+++ Data for this task +++

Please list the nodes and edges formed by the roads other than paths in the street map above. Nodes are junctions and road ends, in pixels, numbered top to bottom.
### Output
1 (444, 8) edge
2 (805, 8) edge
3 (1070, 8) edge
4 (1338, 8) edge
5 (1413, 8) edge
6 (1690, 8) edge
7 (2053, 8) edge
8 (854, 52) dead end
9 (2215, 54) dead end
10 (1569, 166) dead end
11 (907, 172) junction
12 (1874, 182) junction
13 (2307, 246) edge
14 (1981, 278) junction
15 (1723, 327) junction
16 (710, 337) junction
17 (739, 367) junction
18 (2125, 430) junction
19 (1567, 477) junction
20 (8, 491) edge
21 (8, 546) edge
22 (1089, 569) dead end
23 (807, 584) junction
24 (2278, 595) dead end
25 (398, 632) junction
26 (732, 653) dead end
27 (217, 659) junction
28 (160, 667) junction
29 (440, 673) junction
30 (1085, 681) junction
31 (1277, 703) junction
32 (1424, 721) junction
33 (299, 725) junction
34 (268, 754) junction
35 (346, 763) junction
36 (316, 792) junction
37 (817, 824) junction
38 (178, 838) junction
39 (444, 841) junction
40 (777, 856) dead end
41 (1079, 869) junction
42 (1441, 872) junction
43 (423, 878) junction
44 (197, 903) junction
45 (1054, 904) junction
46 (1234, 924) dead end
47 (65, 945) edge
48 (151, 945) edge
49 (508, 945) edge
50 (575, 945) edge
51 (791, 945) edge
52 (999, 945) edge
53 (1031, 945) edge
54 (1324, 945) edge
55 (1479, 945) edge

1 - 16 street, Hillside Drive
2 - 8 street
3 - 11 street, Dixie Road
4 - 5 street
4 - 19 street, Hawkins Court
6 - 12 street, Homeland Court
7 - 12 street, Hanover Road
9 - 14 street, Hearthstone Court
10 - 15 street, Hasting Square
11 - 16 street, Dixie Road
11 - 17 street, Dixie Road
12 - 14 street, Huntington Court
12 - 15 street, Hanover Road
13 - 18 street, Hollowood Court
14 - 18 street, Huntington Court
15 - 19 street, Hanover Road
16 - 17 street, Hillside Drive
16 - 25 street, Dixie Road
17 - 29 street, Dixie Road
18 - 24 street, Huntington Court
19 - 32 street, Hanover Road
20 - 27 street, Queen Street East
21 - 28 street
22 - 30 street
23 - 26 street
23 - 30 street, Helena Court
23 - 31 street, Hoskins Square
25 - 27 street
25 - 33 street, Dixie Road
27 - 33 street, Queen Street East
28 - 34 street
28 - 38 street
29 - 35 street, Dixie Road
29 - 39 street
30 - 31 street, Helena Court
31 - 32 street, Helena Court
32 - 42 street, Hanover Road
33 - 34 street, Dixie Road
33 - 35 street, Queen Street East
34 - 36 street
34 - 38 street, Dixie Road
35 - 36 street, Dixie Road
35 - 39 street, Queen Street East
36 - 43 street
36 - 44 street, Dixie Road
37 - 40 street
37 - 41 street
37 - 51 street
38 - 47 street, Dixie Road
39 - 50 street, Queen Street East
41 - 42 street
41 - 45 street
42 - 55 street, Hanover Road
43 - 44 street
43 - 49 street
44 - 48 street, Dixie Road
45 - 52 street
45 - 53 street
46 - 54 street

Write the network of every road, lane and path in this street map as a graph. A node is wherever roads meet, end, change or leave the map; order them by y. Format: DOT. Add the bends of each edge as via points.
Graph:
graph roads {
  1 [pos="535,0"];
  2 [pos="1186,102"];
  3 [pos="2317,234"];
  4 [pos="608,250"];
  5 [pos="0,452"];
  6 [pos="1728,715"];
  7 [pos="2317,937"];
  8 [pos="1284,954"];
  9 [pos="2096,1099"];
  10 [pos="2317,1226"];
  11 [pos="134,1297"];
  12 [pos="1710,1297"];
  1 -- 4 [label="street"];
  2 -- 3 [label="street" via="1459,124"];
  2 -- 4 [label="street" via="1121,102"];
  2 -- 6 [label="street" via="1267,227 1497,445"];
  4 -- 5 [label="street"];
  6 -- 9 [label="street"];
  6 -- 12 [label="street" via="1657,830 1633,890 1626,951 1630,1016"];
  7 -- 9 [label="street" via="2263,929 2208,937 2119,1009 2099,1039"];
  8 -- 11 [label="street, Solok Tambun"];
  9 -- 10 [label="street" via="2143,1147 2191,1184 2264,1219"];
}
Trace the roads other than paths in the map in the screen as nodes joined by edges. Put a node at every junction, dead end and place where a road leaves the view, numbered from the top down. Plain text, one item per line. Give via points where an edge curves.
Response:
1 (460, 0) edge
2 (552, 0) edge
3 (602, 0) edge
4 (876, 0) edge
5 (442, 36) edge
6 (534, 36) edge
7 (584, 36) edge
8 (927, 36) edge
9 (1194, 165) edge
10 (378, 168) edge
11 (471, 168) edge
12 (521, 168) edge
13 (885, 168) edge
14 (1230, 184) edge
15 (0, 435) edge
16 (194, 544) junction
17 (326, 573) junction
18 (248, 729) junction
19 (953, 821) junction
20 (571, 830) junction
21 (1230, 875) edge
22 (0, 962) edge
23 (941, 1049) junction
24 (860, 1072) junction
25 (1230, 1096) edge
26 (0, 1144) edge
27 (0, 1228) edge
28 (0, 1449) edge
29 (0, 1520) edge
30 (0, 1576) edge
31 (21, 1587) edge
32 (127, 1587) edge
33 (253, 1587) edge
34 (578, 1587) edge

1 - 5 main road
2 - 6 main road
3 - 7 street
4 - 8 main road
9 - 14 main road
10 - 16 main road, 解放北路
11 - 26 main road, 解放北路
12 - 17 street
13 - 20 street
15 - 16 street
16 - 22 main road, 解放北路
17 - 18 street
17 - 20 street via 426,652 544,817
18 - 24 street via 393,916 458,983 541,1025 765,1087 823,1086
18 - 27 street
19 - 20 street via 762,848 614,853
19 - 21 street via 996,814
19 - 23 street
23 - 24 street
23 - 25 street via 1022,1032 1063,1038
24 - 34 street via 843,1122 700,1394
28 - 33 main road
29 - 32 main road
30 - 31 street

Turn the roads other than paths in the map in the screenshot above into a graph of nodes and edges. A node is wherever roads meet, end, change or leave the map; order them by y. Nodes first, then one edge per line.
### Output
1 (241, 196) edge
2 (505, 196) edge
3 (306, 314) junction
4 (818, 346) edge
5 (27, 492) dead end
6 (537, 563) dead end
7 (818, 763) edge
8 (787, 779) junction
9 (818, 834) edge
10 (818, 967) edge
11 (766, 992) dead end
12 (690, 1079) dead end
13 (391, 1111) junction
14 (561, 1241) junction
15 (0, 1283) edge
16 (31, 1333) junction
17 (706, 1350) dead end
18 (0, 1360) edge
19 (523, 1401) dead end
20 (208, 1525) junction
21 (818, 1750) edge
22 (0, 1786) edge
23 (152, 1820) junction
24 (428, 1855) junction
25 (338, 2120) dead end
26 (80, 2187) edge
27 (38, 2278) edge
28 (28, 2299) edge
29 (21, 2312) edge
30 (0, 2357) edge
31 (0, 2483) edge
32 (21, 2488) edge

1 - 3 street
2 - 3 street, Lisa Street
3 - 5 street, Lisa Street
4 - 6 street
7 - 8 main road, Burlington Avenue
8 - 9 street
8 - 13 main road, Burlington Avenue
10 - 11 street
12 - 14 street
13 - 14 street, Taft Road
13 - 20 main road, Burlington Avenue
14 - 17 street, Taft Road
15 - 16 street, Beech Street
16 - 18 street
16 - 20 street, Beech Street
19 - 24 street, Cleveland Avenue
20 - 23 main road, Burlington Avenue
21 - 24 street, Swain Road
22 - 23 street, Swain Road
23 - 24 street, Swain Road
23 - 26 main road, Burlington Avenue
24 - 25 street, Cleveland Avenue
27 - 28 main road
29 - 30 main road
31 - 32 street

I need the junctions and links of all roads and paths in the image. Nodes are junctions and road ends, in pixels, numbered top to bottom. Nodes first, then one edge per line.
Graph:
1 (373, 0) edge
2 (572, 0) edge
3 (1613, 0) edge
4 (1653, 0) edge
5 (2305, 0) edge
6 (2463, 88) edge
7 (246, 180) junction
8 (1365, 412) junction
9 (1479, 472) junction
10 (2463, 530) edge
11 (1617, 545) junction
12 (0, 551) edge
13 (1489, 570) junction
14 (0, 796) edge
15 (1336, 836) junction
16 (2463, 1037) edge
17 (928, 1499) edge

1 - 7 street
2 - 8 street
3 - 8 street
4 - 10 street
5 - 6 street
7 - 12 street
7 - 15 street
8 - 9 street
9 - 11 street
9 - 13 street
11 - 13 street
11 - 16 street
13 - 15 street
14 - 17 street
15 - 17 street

+++

§ What is being asked: The answer must be the lines from the one containing "I need the junctions" through the last line of the records, written out exactly; please include nothing more.

§ Answer below:
I need the junctions and links of all roads and paths in the image. Nodes are junctions and road ends, in pixels, numbered top to bottom. Nodes first, then one edge per line.
Graph:
1 (373, 0) edge
2 (572, 0) edge
3 (1613, 0) edge
4 (1653, 0) edge
5 (2305, 0) edge
6 (2463, 88) edge
7 (246, 180) junction
8 (1365, 412) junction
9 (1479, 472) junction
10 (2463, 530) edge
11 (1617, 545) junction
12 (0, 551) edge
13 (1489, 570) junction
14 (0, 796) edge
15 (1336, 836) junction
16 (2463, 1037) edge
17 (928, 1499) edge

1 - 7 street
2 - 8 street
3 - 8 street
4 - 10 street
5 - 6 street
7 - 12 street
7 - 15 street
8 - 9 street
9 - 11 street
9 - 13 street
11 - 13 street
11 - 16 street
13 - 15 street
14 - 17 street
15 - 17 street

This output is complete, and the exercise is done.